Nyman made his first World Cup podium in December 2006, placing third in a downhill at the Birds of Prey course at Beaver Creek, Colorado. Fifteen days later, he won his first World Cup race, a downhill in Val Gardena, Italy.

As the fastest racer at the 2010–2011 NASTAR National Championships, Nyman was the NASTAR National Pacesetter and represented the National Standard or Par Time for the 2010–2011 season.

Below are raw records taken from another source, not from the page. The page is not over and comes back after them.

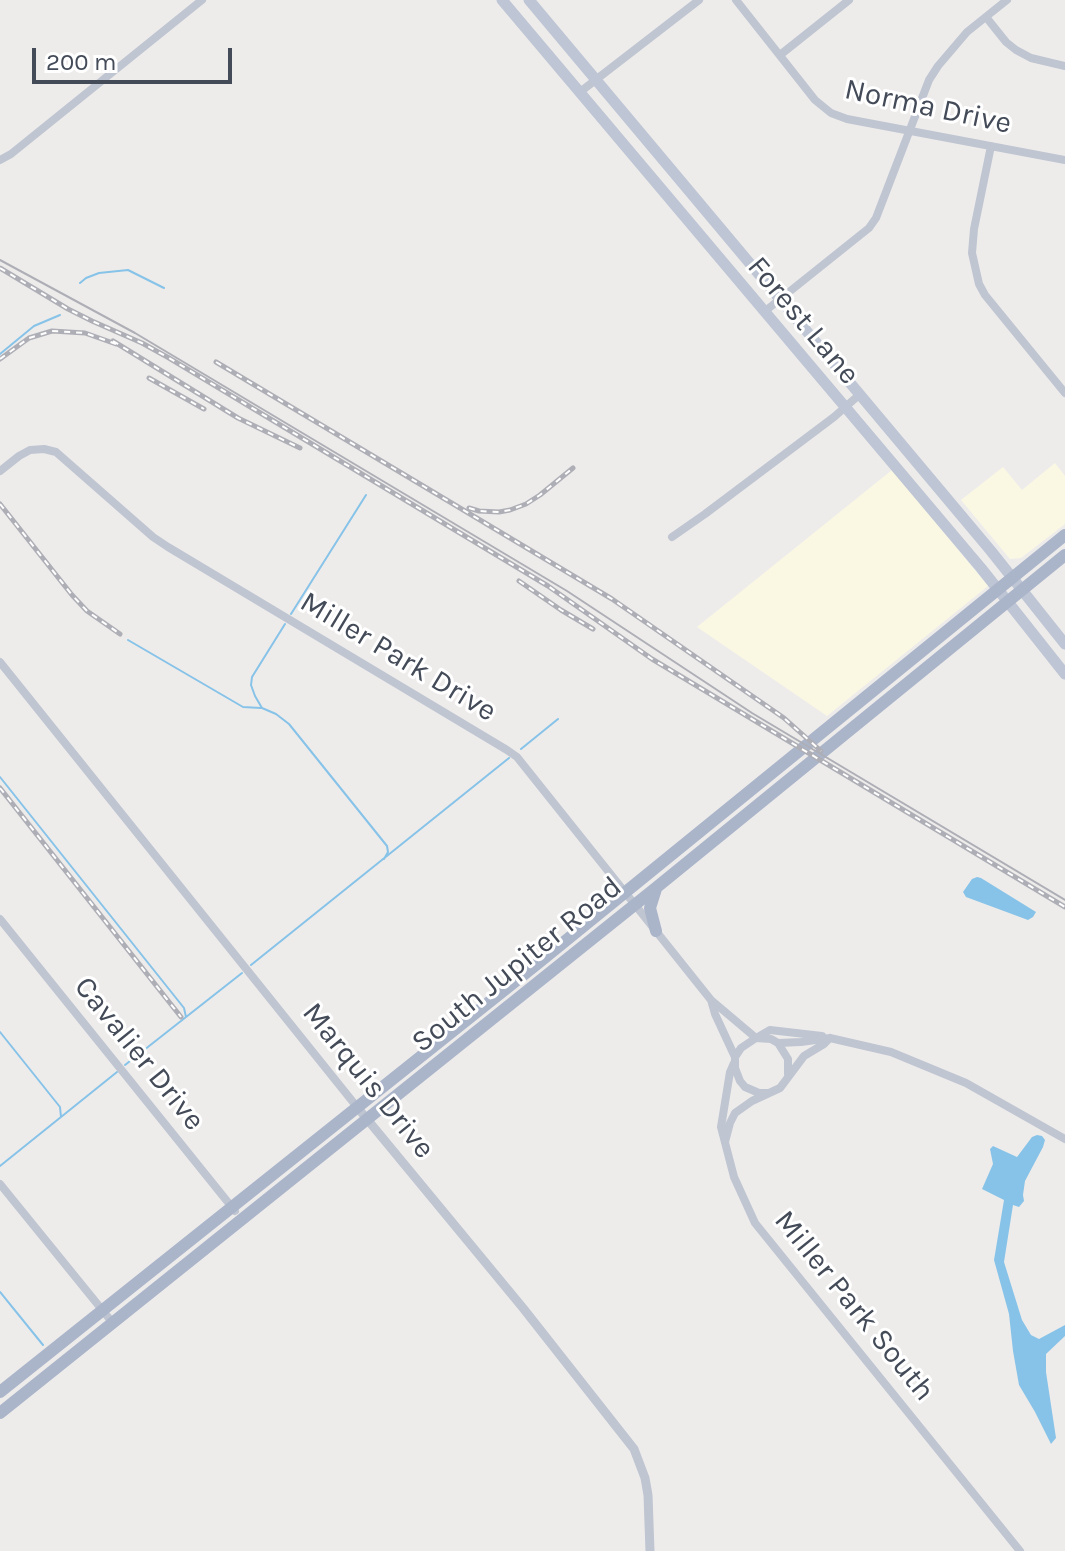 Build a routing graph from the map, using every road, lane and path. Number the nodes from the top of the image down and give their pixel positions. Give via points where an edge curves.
1 (202, 0) edge
2 (502, 0) edge
3 (529, 0) edge
4 (699, 0) edge
5 (736, 0) edge
6 (849, 0) edge
7 (1007, 0) edge
8 (986, 17) junction
9 (780, 55) junction
10 (1065, 66) edge
11 (596, 81) junction
12 (580, 92) junction
13 (908, 131) junction
14 (991, 146) junction
15 (0, 160) edge
16 (1065, 160) edge
17 (693, 197) junction
18 (678, 210) junction
19 (779, 300) junction
20 (764, 312) junction
21 (1065, 393) edge
22 (859, 395) junction
23 (845, 409) junction
24 (0, 471) edge
25 (1065, 535) edge
26 (672, 537) dead end
27 (1065, 555) edge
28 (1012, 578) junction
29 (999, 589) junction
30 (1022, 590) junction
31 (1008, 602) junction
32 (1065, 644) edge
33 (0, 662) edge
34 (1065, 674) edge
35 (888, 680) junction
36 (897, 692) junction
37 (731, 807) junction
38 (741, 818) junction
39 (657, 887) junction
40 (625, 892) junction
41 (634, 905) junction
42 (0, 919) edge
43 (656, 931) junction
44 (492, 1000) junction
45 (711, 1000) junction
46 (501, 1011) junction
47 (757, 1038) junction
48 (830, 1038) junction
49 (778, 1043) junction
50 (735, 1060) junction
51 (787, 1078) junction
52 (770, 1093) junction
53 (357, 1107) junction
54 (367, 1118) junction
55 (1065, 1139) edge
56 (725, 1144) junction
57 (0, 1184) edge
58 (231, 1207) junction
59 (241, 1219) junction
60 (165, 1261) junction
61 (174, 1273) junction
62 (103, 1311) junction
63 (112, 1322) junction
64 (36, 1364) junction
65 (46, 1376) junction
66 (0, 1392) edge
67 (0, 1413) edge
68 (650, 1551) edge
69 (1020, 1551) edge

1 - 15 street
2 - 12 main road, Forest Lane
3 - 11 main road, Forest Lane
4 - 11 street
5 - 9 street, Norma Drive
6 - 9 street
7 - 8 street
8 - 10 street via 1016,50
8 - 13 street via 938,66
9 - 13 street, Norma Drive via 831,113
11 - 12 street
11 - 17 main road, Forest Lane
12 - 18 main road, Forest Lane
13 - 14 street, Norma Drive
13 - 19 street via 869,228
14 - 16 street, Norma Drive
14 - 21 street via 974,229 972,253 979,284
17 - 18 main road
17 - 19 main road, Forest Lane
18 - 20 main road, Forest Lane
19 - 20 street
19 - 22 main road, Forest Lane
20 - 23 main road, Forest Lane
22 - 23 street
22 - 28 main road, Forest Lane
23 - 26 street
23 - 29 main road, Forest Lane
24 - 40 street, Miller Park Drive via 30,450 56,452 168,547 507,750
25 - 28 main road, South Jupiter Road
27 - 30 main road, South Jupiter Road
28 - 29 main road, South Jupiter Road
28 - 30 main road, Forest Lane
29 - 31 main road, Forest Lane
29 - 35 main road, South Jupiter Road
30 - 31 main road, South Jupiter Road
30 - 32 main road, Forest Lane
31 - 34 main road, Forest Lane
31 - 36 main road, South Jupiter Road
33 - 53 street, Marquis Drive
35 - 36 main road
35 - 37 main road, South Jupiter Road
36 - 38 main road, South Jupiter Road
37 - 38 main road
37 - 40 main road, South Jupiter Road
38 - 39 main road, South Jupiter Road
39 - 41 main road, South Jupiter Road
39 - 43 main road via 650,908
40 - 41 street, Miller Park Drive
40 - 44 main road, South Jupiter Road
41 - 43 street, Miller Park Drive
41 - 46 main road, South Jupiter Road
42 - 58 street, Cavalier Drive
43 - 45 street, Miller Park Drive
44 - 46 main road
44 - 53 main road, South Jupiter Road
45 - 47 street
45 - 50 street
46 - 54 main road, South Jupiter Road
47 - 48 street via 770,1030
47 - 49 street
47 - 50 street via 745,1043
48 - 49 street
48 - 51 street via 804,1056
48 - 55 street via 938,1070
49 - 51 street via 788,1059
50 - 52 street via 745,1087
50 - 56 street, Miller Park South via 721,1127
51 - 52 street
52 - 56 street via 735,1113
53 - 54 street, Marquis Drive
53 - 58 main road, South Jupiter Road
54 - 59 main road, South Jupiter Road
54 - 68 street, Marquis Drive via 634,1449 648,1495
56 - 69 street, Miller Park South via 755,1223
57 - 62 street
58 - 59 street, Cavalier Drive
58 - 60 main road, South Jupiter Road
59 - 61 main road, South Jupiter Road
60 - 61 main road
60 - 62 main road, South Jupiter Road
61 - 63 main road, South Jupiter Road
62 - 63 street
62 - 64 main road, South Jupiter Road
63 - 65 main road, South Jupiter Road
64 - 65 main road
64 - 66 main road, South Jupiter Road
65 - 67 main road, South Jupiter Road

Nyman won his third World Cup downhill in December 2014, all at Val Gardena. He injured his right knee (ACL) in late January 2018 at Garmisch and missed the rest of the season, including the 2018 Olympics; he had finished third at the pre-Olympic downhill at Jeongseon two years earlier.

== World Cup results ==
=== Season standings ===

| Season | Age | Overall | Slalom | Giant Slalom | Super G | Downhill | Combined |
| 2002 | 20 | 119 | 50 | — | — | — | — |
| 2003 | 21 |  |  |  |  |  |  |
| 2004 | 22 |
| 2005 | 23 |
| 2006 | 24 | 46 | — | — | 33 | 24 | 13 |
| 2007 | 25 | 26 | — | — | 25 | 10 | 21 |
| 2008 | 26 | 49 | — | — | 32 | 19 | — |
| 2009 | 27 | 78 | — | — | 46 | 27 | — |
| 2010 | 28 | 89 | — | — | — | 32 | — |
| 2011 | 29 | 90 | — | — | 52 | 32 | — |
| 2012 | 30 |  |  |  |  |  |  |
| 2013 | 31 | 59 | — | — | 45 | 20 | — |
| 2014 | 32 | 83 | — | — | 43 | 35 | — |
| 2015 | 33 | 26 | — | — | 40 | 6 | — |
| 2016 | 34 | 20 | — | — | 28 | 6 | — |
| 2017 | 35 | 56 | — | — | 36 | 22 | — |
| 2018 | 36 | 119 | — | — | — | 41 | — |
| 2019 | 37 | 46 | — | — | 27 | 16 | — |
| 2020 | 38 | 55 | — | — | 26 | 20 | — |
| 2021 | 39 |  |  |  |  |  |  |
| 2022 | 40 | 85 | — | — | 48 | 32 | — |

Standings through 20 March 2022

=== Podiums ===
- 3 wins – (3 DH)
- 11 podiums – (11 DH)

| Season | Date | Location | Discipline | Place |
| 2007 | 1 Dec 2006 | USA Beaver Creek, USA | Downhill | 3rd |
| 16 Dec 2006 | ITA Val Gardena, Italy | Downhill | 1st |
| 2008 | 30 Nov 2007 | USA Beaver Creek, USA | Downhill | 2nd |
| 2013 | 15 Dec 2012 | ITA Val Gardena, Italy | Downhill | 1st |
| 2015 | 5 Dec 2014 | USA Beaver Creek, USA | Downhill | 3rd |
| 19 Dec 2014 | ITA Val Gardena, Italy | Downhill | 1st |
| 2016 | 6 Feb 2016 | KOR Jeongseon, South Korea | Downhill | 3rd |
| 20 Feb 2016 | FRA Chamonix, France | Downhill | 2nd |
| 12 Mar 2016 | NOR Kvitfjell, Norway | Downhill | 3rd |
| 16 Mar 2016 | SUI St. Moritz, Switzerland | Downhill | 2nd |
| 2017 | 17 Dec 2016 | ITA Val Gardena, Italy | Downhill | 3rd |

==World Championships results==

| Year | Age | Slalom | Giant slalom | Super-G | Downhill | Combined |
|---|---|---|---|---|---|---|
| 2007 | 25 | — | — | 12 | 21 | 9 |
| 2009 | 27 | Injured, did not compete. |  |  |  |  |
| 2011 | 29 | — | — | — | 13 | — |
| 2013 | 31 | — | — | — | 25 | — |
| 2015 | 33 | — | — | 20 | 4 | — |
| 2017 | 35 | Injured, did not compete. |  |  |  |  |
| 2019 | 37 | — | — | 8 | 23 | — |

==Olympic results ==

| Year | Age | Slalom | Giant slalom | Super-G | Downhill | Combined |
|---|---|---|---|---|---|---|
| 2006 | 24 | — | — | 43 | 19 | 29 |
| 2010 | 28 | — | — | — | 20 | — |
| 2014 | 32 | — | — | — | 27 | — |
| 2018 | 36 | Injured, did not compete. |  |  |  |  |

== Sponsors ==
Nyman's sponsors are Fischer (skis, boots, bindings) POC (helmets, goggles), Spyder, VISA, Powerbar, Ski Salt Lake and Swix. In 2006 Nyman sold his helmet sponsor over eBay. The winning bidder was Ski Salt Lake.